Work instruction:
Set down all of the records word for word.

Listed records:

===============

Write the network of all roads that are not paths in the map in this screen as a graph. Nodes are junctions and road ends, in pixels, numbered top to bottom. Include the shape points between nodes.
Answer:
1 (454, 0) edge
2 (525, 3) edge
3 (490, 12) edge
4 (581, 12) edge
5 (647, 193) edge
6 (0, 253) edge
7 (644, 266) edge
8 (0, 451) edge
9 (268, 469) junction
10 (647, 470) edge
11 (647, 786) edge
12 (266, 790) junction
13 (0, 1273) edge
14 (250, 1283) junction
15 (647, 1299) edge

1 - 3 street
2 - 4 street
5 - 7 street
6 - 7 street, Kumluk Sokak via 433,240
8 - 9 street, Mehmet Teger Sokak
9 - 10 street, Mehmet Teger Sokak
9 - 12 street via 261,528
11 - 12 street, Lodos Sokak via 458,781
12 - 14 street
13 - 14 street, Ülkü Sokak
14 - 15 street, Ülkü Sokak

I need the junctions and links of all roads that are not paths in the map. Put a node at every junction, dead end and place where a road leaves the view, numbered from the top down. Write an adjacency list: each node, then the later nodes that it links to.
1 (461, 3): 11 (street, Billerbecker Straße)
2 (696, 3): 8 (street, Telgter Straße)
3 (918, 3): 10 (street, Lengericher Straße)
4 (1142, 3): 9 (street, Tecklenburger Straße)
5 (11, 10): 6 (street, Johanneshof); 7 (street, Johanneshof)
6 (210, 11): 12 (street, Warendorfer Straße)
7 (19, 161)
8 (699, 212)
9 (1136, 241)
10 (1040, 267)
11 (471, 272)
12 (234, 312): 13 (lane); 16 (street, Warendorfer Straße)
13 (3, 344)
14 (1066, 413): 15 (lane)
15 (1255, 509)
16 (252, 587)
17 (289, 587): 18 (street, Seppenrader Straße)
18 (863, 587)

===============

Reply:
Write the network of all roads that are not paths in the map in this screen as a graph. Nodes are junctions and road ends, in pixels, numbered top to bottom. Include the shape points between nodes.
Answer:
1 (454, 0) edge
2 (525, 3) edge
3 (490, 12) edge
4 (581, 12) edge
5 (647, 193) edge
6 (0, 253) edge
7 (644, 266) edge
8 (0, 451) edge
9 (268, 469) junction
10 (647, 470) edge
11 (647, 786) edge
12 (266, 790) junction
13 (0, 1273) edge
14 (250, 1283) junction
15 (647, 1299) edge

1 - 3 street
2 - 4 street
5 - 7 street
6 - 7 street, Kumluk Sokak via 433,240
8 - 9 street, Mehmet Teger Sokak
9 - 10 street, Mehmet Teger Sokak
9 - 12 street via 261,528
11 - 12 street, Lodos Sokak via 458,781
12 - 14 street
13 - 14 street, Ülkü Sokak
14 - 15 street, Ülkü Sokak

I need the junctions and links of all roads that are not paths in the map. Put a node at every junction, dead end and place where a road leaves the view, numbered from the top down. Write an adjacency list: each node, then the later nodes that it links to.
1 (461, 3): 11 (street, Billerbecker Straße)
2 (696, 3): 8 (street, Telgter Straße)
3 (918, 3): 10 (street, Lengericher Straße)
4 (1142, 3): 9 (street, Tecklenburger Straße)
5 (11, 10): 6 (street, Johanneshof); 7 (street, Johanneshof)
6 (210, 11): 12 (street, Warendorfer Straße)
7 (19, 161)
8 (699, 212)
9 (1136, 241)
10 (1040, 267)
11 (471, 272)
12 (234, 312): 13 (lane); 16 (street, Warendorfer Straße)
13 (3, 344)
14 (1066, 413): 15 (lane)
15 (1255, 509)
16 (252, 587)
17 (289, 587): 18 (street, Seppenrader Straße)
18 (863, 587)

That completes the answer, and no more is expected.